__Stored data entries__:
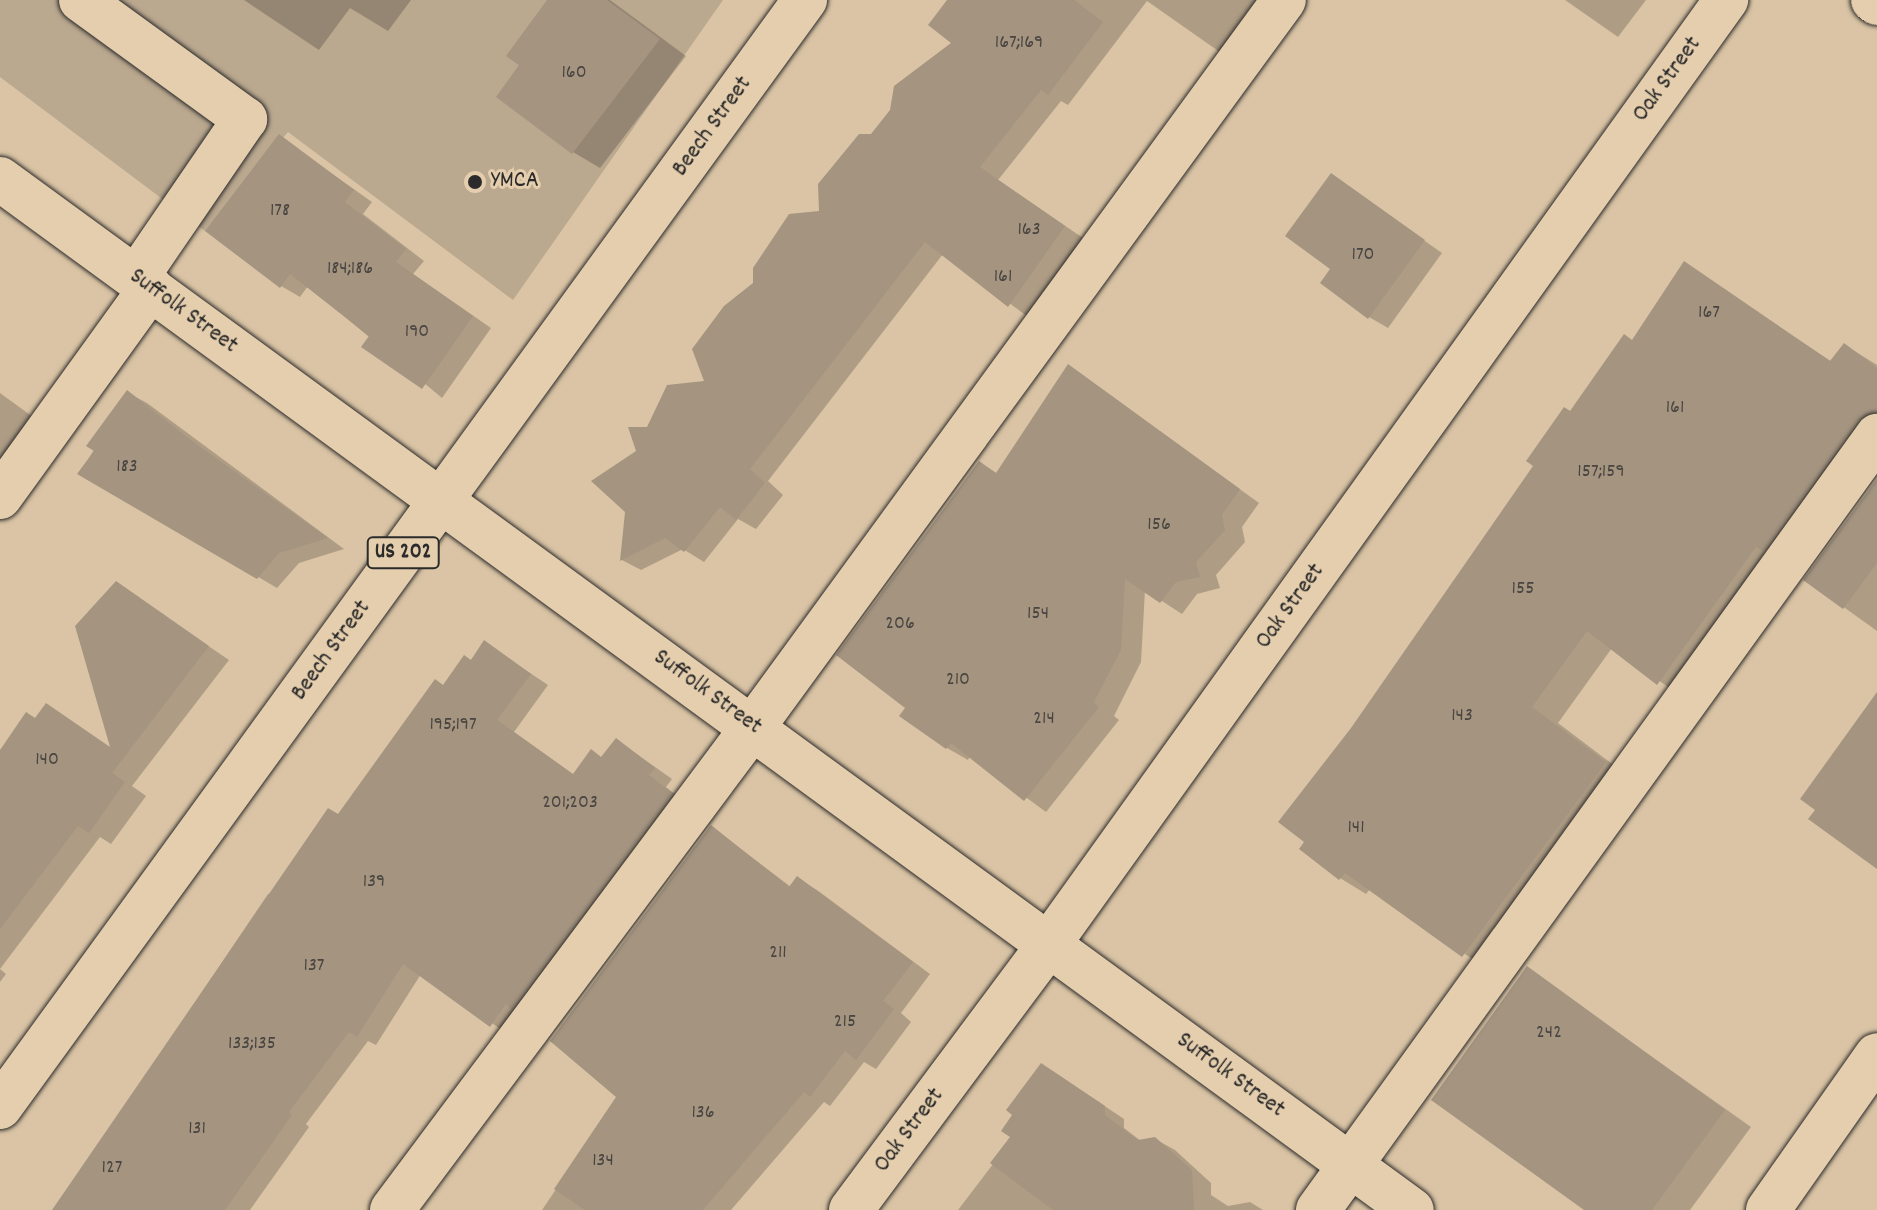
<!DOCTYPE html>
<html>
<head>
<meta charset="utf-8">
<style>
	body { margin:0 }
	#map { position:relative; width:1877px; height:1210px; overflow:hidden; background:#dac4a5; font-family:Dekko,sans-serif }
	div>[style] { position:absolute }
	.green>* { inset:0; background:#baa88f }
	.shadow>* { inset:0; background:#0003 }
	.building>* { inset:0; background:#a49480 }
	.roads { filter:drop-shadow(0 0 2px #2b2b2b) drop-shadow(0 0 2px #2b2b2b) }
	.minor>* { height:44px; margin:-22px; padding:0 22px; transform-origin:22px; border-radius:22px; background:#e5cead }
	.major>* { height:44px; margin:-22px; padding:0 22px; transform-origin:22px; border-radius:22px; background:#e5cead }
	.dots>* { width:22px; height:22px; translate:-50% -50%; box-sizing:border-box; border:4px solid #e5cead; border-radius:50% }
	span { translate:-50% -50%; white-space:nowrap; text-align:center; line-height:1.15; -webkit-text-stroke:6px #e5cead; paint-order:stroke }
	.number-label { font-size:20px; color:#494540 }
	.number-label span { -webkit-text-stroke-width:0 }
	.shield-label span { padding:2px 6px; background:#e5cead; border:2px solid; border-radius:6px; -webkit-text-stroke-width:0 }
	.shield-label { font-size:22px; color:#2b2b2b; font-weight:700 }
	.street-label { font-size:24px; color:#2b2b2b }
	.poi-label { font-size:24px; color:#2b2b2b }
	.left { translate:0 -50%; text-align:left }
</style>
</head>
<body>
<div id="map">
	<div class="green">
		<div style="clip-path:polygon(0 0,723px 0,513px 300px,288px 132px,205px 231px,0 77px)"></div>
	</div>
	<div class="shadow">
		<div style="clip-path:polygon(244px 0,411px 0,388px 31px,350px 8px,319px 50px)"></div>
		<div style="clip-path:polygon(550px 0,610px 0,686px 56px,600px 168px,573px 152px,522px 65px)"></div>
		<div style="clip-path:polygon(949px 0,1266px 0,1224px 55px,1147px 1px,1068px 105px,1061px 101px,998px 180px,1083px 238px,1028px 317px,943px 254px,768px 481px,783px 495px,756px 529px,738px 519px,704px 562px,683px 549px,641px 570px,622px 560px,638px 451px,649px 429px,707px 383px,755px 283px,821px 213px,872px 136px,955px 43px)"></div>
		<div style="clip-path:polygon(1565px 0,1646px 0,1618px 37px)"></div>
		<div style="clip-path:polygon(279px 136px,372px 202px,363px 214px,424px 261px,413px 274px,491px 328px,442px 398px,308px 286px,300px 297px,281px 286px)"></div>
		<div style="clip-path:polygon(1332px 176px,1442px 253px,1388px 328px,1369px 317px,1333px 268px)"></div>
		<div style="clip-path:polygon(1685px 264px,1832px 362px,1845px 345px,1877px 365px,1877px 445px,1684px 698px,1612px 648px,1558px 723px,1632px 779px,1490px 971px,1370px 889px,1366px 894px,1340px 878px,1353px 730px,1571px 414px,1633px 342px)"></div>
		<div style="clip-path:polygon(1069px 366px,1259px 503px,1242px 527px,1245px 542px,1216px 575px,1220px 588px,1197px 594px,1182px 614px,1145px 590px,1141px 662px,1114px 716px,1119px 720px,1046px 812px,970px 756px,968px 760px,947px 748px,907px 708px,979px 463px,998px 474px)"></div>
		<div style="clip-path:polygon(0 393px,33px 417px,0 462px)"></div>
		<div style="clip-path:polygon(128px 393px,147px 403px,344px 549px,299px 563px,277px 588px,80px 473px)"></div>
		<div style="clip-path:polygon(1877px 482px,1877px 631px,1806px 580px)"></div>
		<div style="clip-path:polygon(117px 584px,229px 660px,132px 786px,146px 796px,111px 844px,100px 837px,0 969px,6px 974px,0 982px,0 754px,47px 706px,112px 749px)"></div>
		<div style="clip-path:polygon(485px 643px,548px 685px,514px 732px,574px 775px,602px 758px,617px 740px,672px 779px,666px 787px,689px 805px,509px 1035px,421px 974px,376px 1045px,368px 1041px,306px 1124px,309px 1127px,250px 1210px,55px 1210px,268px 894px,274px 897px)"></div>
		<div style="clip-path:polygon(712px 827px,791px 887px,798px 879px,817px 890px,930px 974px,901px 1013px,911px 1022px,876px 1069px,864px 1062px,830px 1106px,824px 1102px,731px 1210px,542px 1210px,618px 1097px)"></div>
		<div style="clip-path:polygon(1528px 969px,1751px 1127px,1690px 1210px,1588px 1210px)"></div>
		<div style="clip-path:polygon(1060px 1076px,1124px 1119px,1124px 1128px,1141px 1141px,1155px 1139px,1175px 1150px,1211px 1183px,1211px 1195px,1228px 1206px,1250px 1202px,1263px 1210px,958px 1210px)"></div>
	</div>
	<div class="building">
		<div style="clip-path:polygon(547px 0,607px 0,660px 39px,572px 154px,496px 97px,519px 65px,506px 56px)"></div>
		<div style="clip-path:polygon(947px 0,1074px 0,1103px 22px,1048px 95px,1041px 90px,980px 167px,1065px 226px,1008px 307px,925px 242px,750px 469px,765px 483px,736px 520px,720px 507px,684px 552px,665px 538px,620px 561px,625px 512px,591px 481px,636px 451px,628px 427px,647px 427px,667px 385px,704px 381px,692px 349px,724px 306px,753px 283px,753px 268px,789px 214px,819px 211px,818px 184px,859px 134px,871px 134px,890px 110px,894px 86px,951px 43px,928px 25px)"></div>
		<div style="clip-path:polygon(279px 134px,354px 190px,345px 202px,406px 249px,396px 262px,473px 316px,422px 389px,361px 347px,369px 336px,290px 274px,280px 288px,205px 231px)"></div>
		<div style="clip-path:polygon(1331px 173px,1425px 240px,1368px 319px,1320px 283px,1330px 269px,1285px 236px)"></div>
		<div style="clip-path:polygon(1684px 261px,1830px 361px,1844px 343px,1877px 368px,1877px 411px,1857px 421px,1763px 551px,1756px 547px,1657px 685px,1587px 631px,1532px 707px,1606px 762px,1462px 957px,1345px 873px,1339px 880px,1299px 849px,1304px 842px,1278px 822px,1351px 728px,1533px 466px,1526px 461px,1564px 407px,1570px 411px,1624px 334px,1632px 340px)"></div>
		<div style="clip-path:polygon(1068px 364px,1240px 489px,1222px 515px,1225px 530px,1196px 562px,1200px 577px,1176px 582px,1160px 603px,1125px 579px,1121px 650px,1094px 702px,1099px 707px,1024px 801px,951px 743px,946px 749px,899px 716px,905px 708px,836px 655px,979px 461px,996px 473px)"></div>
		<div style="clip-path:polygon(127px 390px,192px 441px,328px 538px,279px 553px,257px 579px,77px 474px,94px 451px,86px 446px)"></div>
		<div style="clip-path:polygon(1877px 479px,1877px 563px,1843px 609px,1803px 580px)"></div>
		<div style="clip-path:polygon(116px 581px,209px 646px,112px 773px,125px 782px,89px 833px,78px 826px,0 929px,0 750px,26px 712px,35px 718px,46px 703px,110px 747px,75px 626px)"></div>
		<div style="clip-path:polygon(484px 640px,531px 674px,497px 720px,573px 774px,591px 749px,601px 757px,616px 738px,655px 768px,649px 775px,672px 793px,511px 1009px,506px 1004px,490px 1027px,403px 964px,357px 1037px,349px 1032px,289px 1112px,292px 1115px,225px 1210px,52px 1210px,328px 808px,338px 814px,435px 679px,443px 685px,464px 655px,471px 660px)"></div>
		<div style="clip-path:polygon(1877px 692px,1877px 869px,1808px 819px,1815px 810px,1800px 799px)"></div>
		<div style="clip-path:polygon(711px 825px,789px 887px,797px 876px,913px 962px,883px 1001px,894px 1009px,856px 1060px,845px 1051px,810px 1097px,804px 1092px,703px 1210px,585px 1210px,554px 1189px,616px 1097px,550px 1041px)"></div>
		<div style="clip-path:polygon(1527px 966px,1725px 1110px,1652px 1210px,1584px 1210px,1431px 1100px)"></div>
		<div style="clip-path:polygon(1041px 1063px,1105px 1106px,1105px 1115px,1138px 1140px,1155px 1137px,1192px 1170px,1194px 1210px,1053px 1210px,990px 1163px,1010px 1137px,1001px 1131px,1012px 1115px,1006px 1110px)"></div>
	</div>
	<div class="roads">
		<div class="minor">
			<div style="left:81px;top:0;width:203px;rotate:36deg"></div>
			<div style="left:245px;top:119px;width:193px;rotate:124.4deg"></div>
			<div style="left:1873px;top:0;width:5px;rotate:37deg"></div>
			<div style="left:0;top:179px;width:1748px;rotate:36.14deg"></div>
			<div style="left:0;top:497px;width:258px;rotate:-54.2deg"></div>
			<div style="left:392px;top:1210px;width:603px;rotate:-53.23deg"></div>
			<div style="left:753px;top:727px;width:900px;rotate:-53.86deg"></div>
			<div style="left:851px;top:1210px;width:332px;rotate:-53.3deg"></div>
			<div style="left:1049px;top:944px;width:1162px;rotate:-54.35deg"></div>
			<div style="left:1318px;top:1210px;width:955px;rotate:-54.16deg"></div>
		</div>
		<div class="major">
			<div style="left:0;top:1107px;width:1369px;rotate:-53.98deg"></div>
			<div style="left:1768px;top:1210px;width:189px;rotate:-54.9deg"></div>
		</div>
	</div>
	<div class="dots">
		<div style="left:475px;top:182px;background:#2b2b2b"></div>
	</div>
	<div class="number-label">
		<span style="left:1019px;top:43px">167;169</span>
		<span style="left:574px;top:73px">160</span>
		<span style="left:280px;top:211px">178</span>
		<span style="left:1029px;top:230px">163</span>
		<span style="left:1363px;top:255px">170</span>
		<span style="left:350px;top:269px">184;186</span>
		<span style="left:1003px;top:277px">161</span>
		<span style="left:1709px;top:313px">167</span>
		<span style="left:417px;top:332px">190</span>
		<span style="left:1675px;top:408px">161</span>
		<span style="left:127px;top:467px">183</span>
		<span style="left:1601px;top:472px">157;159</span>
		<span style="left:1159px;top:525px">156</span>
		<span style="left:1523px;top:589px">155</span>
		<span style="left:1038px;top:614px">154</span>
		<span style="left:900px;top:624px">206</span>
		<span style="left:958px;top:680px">210</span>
		<span style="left:1462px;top:716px">143</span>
		<span style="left:1044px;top:719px">214</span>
		<span style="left:453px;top:725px">195;197</span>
		<span style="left:47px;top:760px">140</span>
		<span style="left:570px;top:803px">201;203</span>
		<span style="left:1356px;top:828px">141</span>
		<span style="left:374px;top:882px">139</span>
		<span style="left:778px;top:953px">211</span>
		<span style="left:314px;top:966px">137</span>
		<span style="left:845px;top:1022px">215</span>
		<span style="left:1549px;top:1033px">242</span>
		<span style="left:252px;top:1044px">133;135</span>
		<span style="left:703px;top:1113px">136</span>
		<span style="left:197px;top:1129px">131</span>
		<span style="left:603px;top:1161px">134</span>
		<span style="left:112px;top:1168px">127</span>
	</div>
	<div class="shield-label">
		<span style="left:403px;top:553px">US 202</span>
	</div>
	<div class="street-label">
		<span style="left:1668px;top:80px;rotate:-54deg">Oak Street</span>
		<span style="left:713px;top:127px;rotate:-54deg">Beech Street</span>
		<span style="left:183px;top:312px;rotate:36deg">Suffolk Street</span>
		<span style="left:1291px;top:607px;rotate:-54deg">Oak Street</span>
		<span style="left:332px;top:651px;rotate:-54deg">Beech Street</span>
		<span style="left:707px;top:693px;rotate:36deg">Suffolk Street</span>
		<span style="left:1230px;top:1076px;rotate:36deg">Suffolk Street</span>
		<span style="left:910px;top:1131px;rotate:-53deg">Oak Street</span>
	</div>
	<div class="poi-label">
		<span class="left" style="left:491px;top:182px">YMCA</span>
	</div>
</div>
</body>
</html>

__Directions__:
For the records above, count the lines holding the word "webkit" and give only that number.

__Task answer__:
3